License: Apache License 2.0

Python 100.00%

geoparquet's Introduction

GeoParquet

About

This repository defines a specification for how to store geospatial vector data (point, lines, polygons) in Apache Parquet, a popular columnar storage format for tabular data - see this vendor explanation for more on what that means. Our goal is to standardize how geospatial data is represented in Parquet to further geospatial interoperability among tools using Parquet today, and hopefully help push forward what's possible with 'cloud-native geospatial' workflows. Learn more at geoparquet.org

Warning: This specification is currently in 1.0 'beta' releases, which means we don't anticipate anything major will change, but still reserve the right to make changes in backwards incompatible ways. See the versioning section below for more info. If you are excited about the potential please collaborate with us by building implementations, sounding in on the issues and contributing PR's! Note that the specification in this repository is in flux, we recommend using the latest published release.

Early contributors include developers from GeoPandas, GeoTrellis, OpenLayers, Vis.gl, Voltron Data, Microsoft, Carto, Azavea, Planet & Unfolded. Anyone is welcome to join us, by building implementations, trying it out, giving feedback through issues and contributing to the spec via pull requests.

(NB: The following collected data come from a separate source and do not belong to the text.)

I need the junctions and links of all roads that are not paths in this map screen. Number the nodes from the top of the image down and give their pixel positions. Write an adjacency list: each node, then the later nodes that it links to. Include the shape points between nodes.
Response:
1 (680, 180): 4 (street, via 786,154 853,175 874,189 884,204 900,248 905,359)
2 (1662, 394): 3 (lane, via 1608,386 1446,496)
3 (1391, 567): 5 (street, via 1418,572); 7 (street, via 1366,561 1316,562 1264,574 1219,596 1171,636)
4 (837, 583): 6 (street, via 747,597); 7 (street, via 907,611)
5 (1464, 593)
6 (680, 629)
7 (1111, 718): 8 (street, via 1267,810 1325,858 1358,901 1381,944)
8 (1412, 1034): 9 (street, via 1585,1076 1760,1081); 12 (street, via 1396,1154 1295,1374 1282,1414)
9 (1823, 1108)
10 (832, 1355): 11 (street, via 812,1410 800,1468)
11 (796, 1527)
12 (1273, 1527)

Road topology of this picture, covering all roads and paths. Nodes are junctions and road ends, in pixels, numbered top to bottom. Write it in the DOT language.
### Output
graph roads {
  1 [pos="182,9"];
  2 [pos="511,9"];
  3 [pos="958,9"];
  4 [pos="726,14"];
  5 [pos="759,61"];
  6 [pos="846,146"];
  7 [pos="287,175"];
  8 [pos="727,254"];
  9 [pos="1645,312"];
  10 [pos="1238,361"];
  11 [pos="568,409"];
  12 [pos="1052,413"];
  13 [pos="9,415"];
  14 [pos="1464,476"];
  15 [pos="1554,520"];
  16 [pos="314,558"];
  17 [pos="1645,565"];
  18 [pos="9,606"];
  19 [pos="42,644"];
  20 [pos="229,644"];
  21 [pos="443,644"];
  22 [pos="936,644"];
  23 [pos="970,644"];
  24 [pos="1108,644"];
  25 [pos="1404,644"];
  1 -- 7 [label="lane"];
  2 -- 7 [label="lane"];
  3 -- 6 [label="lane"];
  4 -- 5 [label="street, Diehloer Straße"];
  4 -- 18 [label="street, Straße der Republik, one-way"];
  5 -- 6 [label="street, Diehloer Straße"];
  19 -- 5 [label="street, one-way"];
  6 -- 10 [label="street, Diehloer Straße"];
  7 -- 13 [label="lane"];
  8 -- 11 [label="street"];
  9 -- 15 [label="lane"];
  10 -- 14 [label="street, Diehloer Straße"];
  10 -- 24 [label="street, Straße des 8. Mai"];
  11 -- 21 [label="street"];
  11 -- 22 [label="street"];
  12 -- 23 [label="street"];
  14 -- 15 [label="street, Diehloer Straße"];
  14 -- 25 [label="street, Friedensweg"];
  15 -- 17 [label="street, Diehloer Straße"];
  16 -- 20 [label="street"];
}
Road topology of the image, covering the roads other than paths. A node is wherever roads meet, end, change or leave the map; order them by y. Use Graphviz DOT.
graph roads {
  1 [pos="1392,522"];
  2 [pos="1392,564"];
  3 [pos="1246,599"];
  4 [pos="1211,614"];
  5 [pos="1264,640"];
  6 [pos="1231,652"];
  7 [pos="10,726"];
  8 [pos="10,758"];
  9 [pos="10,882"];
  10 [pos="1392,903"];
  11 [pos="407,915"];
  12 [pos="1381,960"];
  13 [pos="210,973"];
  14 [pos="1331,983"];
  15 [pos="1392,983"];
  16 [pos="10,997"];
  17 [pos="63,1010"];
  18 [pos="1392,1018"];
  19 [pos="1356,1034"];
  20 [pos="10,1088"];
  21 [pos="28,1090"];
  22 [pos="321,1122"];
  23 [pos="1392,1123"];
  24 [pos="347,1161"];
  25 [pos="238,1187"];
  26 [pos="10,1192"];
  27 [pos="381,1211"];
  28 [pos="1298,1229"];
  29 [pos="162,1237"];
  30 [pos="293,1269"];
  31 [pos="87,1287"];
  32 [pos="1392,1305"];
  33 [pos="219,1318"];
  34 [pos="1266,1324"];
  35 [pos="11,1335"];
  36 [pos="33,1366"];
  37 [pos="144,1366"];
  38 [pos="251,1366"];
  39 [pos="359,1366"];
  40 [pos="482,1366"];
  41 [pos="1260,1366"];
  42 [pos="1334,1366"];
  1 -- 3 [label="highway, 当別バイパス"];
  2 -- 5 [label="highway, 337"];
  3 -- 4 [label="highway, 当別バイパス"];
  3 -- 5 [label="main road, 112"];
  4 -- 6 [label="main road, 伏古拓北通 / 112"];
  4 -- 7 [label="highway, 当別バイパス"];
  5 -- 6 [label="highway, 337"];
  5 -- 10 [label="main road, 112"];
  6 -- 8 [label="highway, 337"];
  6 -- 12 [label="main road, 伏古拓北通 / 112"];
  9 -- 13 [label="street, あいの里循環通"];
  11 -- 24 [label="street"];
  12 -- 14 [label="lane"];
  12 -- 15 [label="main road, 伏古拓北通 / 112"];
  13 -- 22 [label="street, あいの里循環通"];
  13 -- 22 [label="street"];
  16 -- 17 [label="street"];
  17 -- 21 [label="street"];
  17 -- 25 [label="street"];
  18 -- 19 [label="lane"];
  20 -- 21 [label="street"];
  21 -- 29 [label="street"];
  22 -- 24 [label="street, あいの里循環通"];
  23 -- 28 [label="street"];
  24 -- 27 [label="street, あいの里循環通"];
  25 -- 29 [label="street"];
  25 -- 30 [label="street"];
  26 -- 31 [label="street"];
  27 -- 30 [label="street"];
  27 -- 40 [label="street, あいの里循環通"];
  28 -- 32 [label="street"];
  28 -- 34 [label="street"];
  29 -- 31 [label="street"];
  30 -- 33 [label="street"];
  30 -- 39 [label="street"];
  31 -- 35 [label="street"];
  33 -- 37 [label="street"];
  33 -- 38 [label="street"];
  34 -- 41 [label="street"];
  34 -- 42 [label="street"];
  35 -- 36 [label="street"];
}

Initial work started in the geo-arrow-spec GeoPandas repository, and that will continue on Arrow work in a compatible way, with this specification focused solely on Parquet.

Goals

There are a few core goals driving the initial development.

  • Establish a great geospatial format for workflows that excel with columnar data - Most data science and 'business intelligence' workflows have been moving towards columnar data, but current geospatial formats can not be as efficiently loaded as other data. So we aim to bring geospatial data best practices to one of the most popular formats, and hopefully establish a good pattern for how to do so.
  • Introduce columnar data formats to the geospatial world - And most of the geospatial world is not yet benefitting from all the breakthroughs in data analysis in the broader IT world, so we are excited to enable interesting geospatial analysis with a wider range of tools.
  • Enable interoperability among cloud data warehouses - BigQuery, Snowflake, Redshift and others all support spatial operations but importing and exporting data with existing formats can be problematic. All support and often recommend Parquet, so defining a solid GeoParquet can help enable interoperability.
  • Persist geospatial data from Apache Arrow - GeoParquet is developed in parallel with a GeoArrow spec, to enable cross-language in-memory analytics of geospatial information with Arrow. Parquet is already well-supported by Arrow as the key on disk persistance format.

And our broader goal is to innovate with 'cloud-native vector' providing a stable base to try out new ideas for cloud-native & streaming workflows.

Features

A quick overview of what GeoParquet supports (or at least plans to support).

  • Multiple spatial reference systems - Many tools will use GeoParquet for high-performance analysis, so it's important to be able to use data in its native projection. But we do provide a clear default recommendation to better enable interoperability, giving a clear target for implementations that don't want to worry about projections.
  • Multiple geometry columns - There is a default geometry column, but additional geometry columns can be included.
  • Great compression / small files - Parquet is designed to compress very well, so data benefits by taking up less disk space & being more efficient over the network.
  • Work with both planar and spherical coordinates - Most cloud data warehouses support spherical coordinates, and so GeoParquet aims to help persist those and be clear about what is supported.
  • Great at read-heavy analytic workflows - Columnar formats enable cheap reading of a subset of columns, and Parquet in particular enables efficient filtering of chunks based on column statistics, so the format will perform well in a variety of modern analytic workflows.
  • Support for data partitioning - Parquet has a nice ability to partition data into different files for efficiency, and we aim to enable geospatial partitions.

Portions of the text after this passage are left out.